**Instructions to follow**
The reply must contain all of the records, unchanged.

------ Records for this exercise ------

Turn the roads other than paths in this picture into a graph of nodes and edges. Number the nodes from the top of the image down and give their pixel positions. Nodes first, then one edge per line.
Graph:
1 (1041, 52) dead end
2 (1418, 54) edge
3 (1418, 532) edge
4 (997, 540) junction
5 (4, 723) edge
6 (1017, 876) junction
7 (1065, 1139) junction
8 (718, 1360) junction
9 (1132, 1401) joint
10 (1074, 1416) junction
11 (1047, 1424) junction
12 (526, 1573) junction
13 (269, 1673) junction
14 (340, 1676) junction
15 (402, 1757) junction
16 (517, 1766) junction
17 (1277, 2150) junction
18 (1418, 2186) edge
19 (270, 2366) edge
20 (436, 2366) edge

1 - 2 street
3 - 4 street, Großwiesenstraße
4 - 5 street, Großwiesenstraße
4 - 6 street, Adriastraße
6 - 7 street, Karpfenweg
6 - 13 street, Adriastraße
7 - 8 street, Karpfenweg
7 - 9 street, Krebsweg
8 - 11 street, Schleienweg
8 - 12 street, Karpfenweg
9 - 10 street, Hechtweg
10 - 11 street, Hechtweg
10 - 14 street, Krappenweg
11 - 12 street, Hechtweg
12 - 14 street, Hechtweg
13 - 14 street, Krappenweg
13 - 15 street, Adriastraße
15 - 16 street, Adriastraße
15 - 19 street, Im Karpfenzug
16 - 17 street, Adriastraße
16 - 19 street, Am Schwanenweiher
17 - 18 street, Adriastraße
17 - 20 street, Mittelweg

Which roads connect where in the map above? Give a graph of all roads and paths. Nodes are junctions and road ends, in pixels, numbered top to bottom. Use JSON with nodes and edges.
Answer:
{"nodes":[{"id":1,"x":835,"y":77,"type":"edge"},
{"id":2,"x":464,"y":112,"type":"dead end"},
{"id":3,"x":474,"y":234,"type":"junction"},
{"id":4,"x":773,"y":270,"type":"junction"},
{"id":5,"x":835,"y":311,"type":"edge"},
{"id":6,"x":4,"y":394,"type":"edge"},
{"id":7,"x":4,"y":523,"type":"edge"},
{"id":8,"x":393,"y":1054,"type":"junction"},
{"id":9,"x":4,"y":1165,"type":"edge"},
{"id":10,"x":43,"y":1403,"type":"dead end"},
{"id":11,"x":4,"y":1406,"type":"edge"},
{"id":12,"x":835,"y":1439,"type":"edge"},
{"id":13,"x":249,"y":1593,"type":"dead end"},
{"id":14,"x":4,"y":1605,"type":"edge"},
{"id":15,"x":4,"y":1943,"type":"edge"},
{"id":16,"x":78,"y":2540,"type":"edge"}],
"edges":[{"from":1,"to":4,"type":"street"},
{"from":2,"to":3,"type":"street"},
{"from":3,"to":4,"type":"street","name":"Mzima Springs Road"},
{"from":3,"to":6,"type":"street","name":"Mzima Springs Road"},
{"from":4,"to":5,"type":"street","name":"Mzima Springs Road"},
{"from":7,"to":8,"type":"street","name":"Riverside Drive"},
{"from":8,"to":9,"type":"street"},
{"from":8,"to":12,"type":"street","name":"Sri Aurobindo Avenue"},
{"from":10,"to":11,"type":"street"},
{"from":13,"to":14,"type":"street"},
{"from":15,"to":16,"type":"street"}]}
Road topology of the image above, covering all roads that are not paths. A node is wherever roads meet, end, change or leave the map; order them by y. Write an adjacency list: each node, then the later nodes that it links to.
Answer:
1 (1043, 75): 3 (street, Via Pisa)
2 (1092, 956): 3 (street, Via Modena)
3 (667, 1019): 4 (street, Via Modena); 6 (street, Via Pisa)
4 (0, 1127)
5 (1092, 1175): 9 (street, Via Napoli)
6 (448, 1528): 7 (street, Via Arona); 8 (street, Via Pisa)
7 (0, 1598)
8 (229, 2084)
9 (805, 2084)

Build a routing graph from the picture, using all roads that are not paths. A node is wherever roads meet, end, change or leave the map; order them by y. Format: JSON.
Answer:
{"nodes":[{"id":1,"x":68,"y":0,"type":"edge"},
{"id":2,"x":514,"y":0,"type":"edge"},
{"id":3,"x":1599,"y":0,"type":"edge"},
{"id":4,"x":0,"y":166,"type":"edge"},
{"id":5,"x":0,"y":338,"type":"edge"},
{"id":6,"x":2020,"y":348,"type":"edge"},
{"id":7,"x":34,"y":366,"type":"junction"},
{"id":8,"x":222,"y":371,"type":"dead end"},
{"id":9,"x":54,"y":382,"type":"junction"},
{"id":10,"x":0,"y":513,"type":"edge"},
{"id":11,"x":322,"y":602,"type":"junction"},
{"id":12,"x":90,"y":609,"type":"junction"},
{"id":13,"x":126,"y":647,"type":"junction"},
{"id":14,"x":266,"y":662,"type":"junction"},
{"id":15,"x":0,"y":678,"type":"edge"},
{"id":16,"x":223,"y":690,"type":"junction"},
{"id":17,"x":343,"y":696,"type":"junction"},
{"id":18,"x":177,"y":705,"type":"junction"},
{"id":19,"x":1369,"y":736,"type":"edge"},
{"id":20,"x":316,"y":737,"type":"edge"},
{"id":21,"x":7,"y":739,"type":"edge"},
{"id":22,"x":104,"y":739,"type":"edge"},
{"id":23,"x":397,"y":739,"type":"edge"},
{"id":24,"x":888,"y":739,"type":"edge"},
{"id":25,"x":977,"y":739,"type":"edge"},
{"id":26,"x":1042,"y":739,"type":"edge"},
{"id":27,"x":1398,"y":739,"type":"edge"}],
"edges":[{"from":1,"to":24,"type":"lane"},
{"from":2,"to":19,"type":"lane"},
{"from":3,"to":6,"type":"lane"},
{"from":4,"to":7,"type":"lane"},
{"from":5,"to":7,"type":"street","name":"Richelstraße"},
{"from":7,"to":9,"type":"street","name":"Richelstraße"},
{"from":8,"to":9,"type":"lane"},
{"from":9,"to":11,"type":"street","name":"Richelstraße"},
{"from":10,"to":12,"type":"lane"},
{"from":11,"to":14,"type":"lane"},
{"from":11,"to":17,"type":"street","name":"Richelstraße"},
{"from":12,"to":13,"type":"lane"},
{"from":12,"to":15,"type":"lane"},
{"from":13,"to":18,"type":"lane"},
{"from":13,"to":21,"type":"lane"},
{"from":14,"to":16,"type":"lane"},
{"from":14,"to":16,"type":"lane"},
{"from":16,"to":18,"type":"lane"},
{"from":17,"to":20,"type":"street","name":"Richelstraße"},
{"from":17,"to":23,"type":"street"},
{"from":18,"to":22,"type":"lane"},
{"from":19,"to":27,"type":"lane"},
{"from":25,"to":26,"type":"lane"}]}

------

**Response area**
Turn the roads other than paths in this picture into a graph of nodes and edges. Number the nodes from the top of the image down and give their pixel positions. Nodes first, then one edge per line.
Graph:
1 (1041, 52) dead end
2 (1418, 54) edge
3 (1418, 532) edge
4 (997, 540) junction
5 (4, 723) edge
6 (1017, 876) junction
7 (1065, 1139) junction
8 (718, 1360) junction
9 (1132, 1401) joint
10 (1074, 1416) junction
11 (1047, 1424) junction
12 (526, 1573) junction
13 (269, 1673) junction
14 (340, 1676) junction
15 (402, 1757) junction
16 (517, 1766) junction
17 (1277, 2150) junction
18 (1418, 2186) edge
19 (270, 2366) edge
20 (436, 2366) edge

1 - 2 street
3 - 4 street, Großwiesenstraße
4 - 5 street, Großwiesenstraße
4 - 6 street, Adriastraße
6 - 7 street, Karpfenweg
6 - 13 street, Adriastraße
7 - 8 street, Karpfenweg
7 - 9 street, Krebsweg
8 - 11 street, Schleienweg
8 - 12 street, Karpfenweg
9 - 10 street, Hechtweg
10 - 11 street, Hechtweg
10 - 14 street, Krappenweg
11 - 12 street, Hechtweg
12 - 14 street, Hechtweg
13 - 14 street, Krappenweg
13 - 15 street, Adriastraße
15 - 16 street, Adriastraße
15 - 19 street, Im Karpfenzug
16 - 17 street, Adriastraße
16 - 19 street, Am Schwanenweiher
17 - 18 street, Adriastraße
17 - 20 street, Mittelweg

Which roads connect where in the map above? Give a graph of all roads and paths. Nodes are junctions and road ends, in pixels, numbered top to bottom. Use JSON with nodes and edges.
Answer:
{"nodes":[{"id":1,"x":835,"y":77,"type":"edge"},
{"id":2,"x":464,"y":112,"type":"dead end"},
{"id":3,"x":474,"y":234,"type":"junction"},
{"id":4,"x":773,"y":270,"type":"junction"},
{"id":5,"x":835,"y":311,"type":"edge"},
{"id":6,"x":4,"y":394,"type":"edge"},
{"id":7,"x":4,"y":523,"type":"edge"},
{"id":8,"x":393,"y":1054,"type":"junction"},
{"id":9,"x":4,"y":1165,"type":"edge"},
{"id":10,"x":43,"y":1403,"type":"dead end"},
{"id":11,"x":4,"y":1406,"type":"edge"},
{"id":12,"x":835,"y":1439,"type":"edge"},
{"id":13,"x":249,"y":1593,"type":"dead end"},
{"id":14,"x":4,"y":1605,"type":"edge"},
{"id":15,"x":4,"y":1943,"type":"edge"},
{"id":16,"x":78,"y":2540,"type":"edge"}],
"edges":[{"from":1,"to":4,"type":"street"},
{"from":2,"to":3,"type":"street"},
{"from":3,"to":4,"type":"street","name":"Mzima Springs Road"},
{"from":3,"to":6,"type":"street","name":"Mzima Springs Road"},
{"from":4,"to":5,"type":"street","name":"Mzima Springs Road"},
{"from":7,"to":8,"type":"street","name":"Riverside Drive"},
{"from":8,"to":9,"type":"street"},
{"from":8,"to":12,"type":"street","name":"Sri Aurobindo Avenue"},
{"from":10,"to":11,"type":"street"},
{"from":13,"to":14,"type":"street"},
{"from":15,"to":16,"type":"street"}]}
Road topology of the image above, covering all roads that are not paths. A node is wherever roads meet, end, change or leave the map; order them by y. Write an adjacency list: each node, then the later nodes that it links to.
Answer:
1 (1043, 75): 3 (street, Via Pisa)
2 (1092, 956): 3 (street, Via Modena)
3 (667, 1019): 4 (street, Via Modena); 6 (street, Via Pisa)
4 (0, 1127)
5 (1092, 1175): 9 (street, Via Napoli)
6 (448, 1528): 7 (street, Via Arona); 8 (street, Via Pisa)
7 (0, 1598)
8 (229, 2084)
9 (805, 2084)

Build a routing graph from the picture, using all roads that are not paths. A node is wherever roads meet, end, change or leave the map; order them by y. Format: JSON.
Answer:
{"nodes":[{"id":1,"x":68,"y":0,"type":"edge"},
{"id":2,"x":514,"y":0,"type":"edge"},
{"id":3,"x":1599,"y":0,"type":"edge"},
{"id":4,"x":0,"y":166,"type":"edge"},
{"id":5,"x":0,"y":338,"type":"edge"},
{"id":6,"x":2020,"y":348,"type":"edge"},
{"id":7,"x":34,"y":366,"type":"junction"},
{"id":8,"x":222,"y":371,"type":"dead end"},
{"id":9,"x":54,"y":382,"type":"junction"},
{"id":10,"x":0,"y":513,"type":"edge"},
{"id":11,"x":322,"y":602,"type":"junction"},
{"id":12,"x":90,"y":609,"type":"junction"},
{"id":13,"x":126,"y":647,"type":"junction"},
{"id":14,"x":266,"y":662,"type":"junction"},
{"id":15,"x":0,"y":678,"type":"edge"},
{"id":16,"x":223,"y":690,"type":"junction"},
{"id":17,"x":343,"y":696,"type":"junction"},
{"id":18,"x":177,"y":705,"type":"junction"},
{"id":19,"x":1369,"y":736,"type":"edge"},
{"id":20,"x":316,"y":737,"type":"edge"},
{"id":21,"x":7,"y":739,"type":"edge"},
{"id":22,"x":104,"y":739,"type":"edge"},
{"id":23,"x":397,"y":739,"type":"edge"},
{"id":24,"x":888,"y":739,"type":"edge"},
{"id":25,"x":977,"y":739,"type":"edge"},
{"id":26,"x":1042,"y":739,"type":"edge"},
{"id":27,"x":1398,"y":739,"type":"edge"}],
"edges":[{"from":1,"to":24,"type":"lane"},
{"from":2,"to":19,"type":"lane"},
{"from":3,"to":6,"type":"lane"},
{"from":4,"to":7,"type":"lane"},
{"from":5,"to":7,"type":"street","name":"Richelstraße"},
{"from":7,"to":9,"type":"street","name":"Richelstraße"},
{"from":8,"to":9,"type":"lane"},
{"from":9,"to":11,"type":"street","name":"Richelstraße"},
{"from":10,"to":12,"type":"lane"},
{"from":11,"to":14,"type":"lane"},
{"from":11,"to":17,"type":"street","name":"Richelstraße"},
{"from":12,"to":13,"type":"lane"},
{"from":12,"to":15,"type":"lane"},
{"from":13,"to":18,"type":"lane"},
{"from":13,"to":21,"type":"lane"},
{"from":14,"to":16,"type":"lane"},
{"from":14,"to":16,"type":"lane"},
{"from":16,"to":18,"type":"lane"},
{"from":17,"to":20,"type":"street","name":"Richelstraße"},
{"from":17,"to":23,"type":"street"},
{"from":18,"to":22,"type":"lane"},
{"from":19,"to":27,"type":"lane"},
{"from":25,"to":26,"type":"lane"}]}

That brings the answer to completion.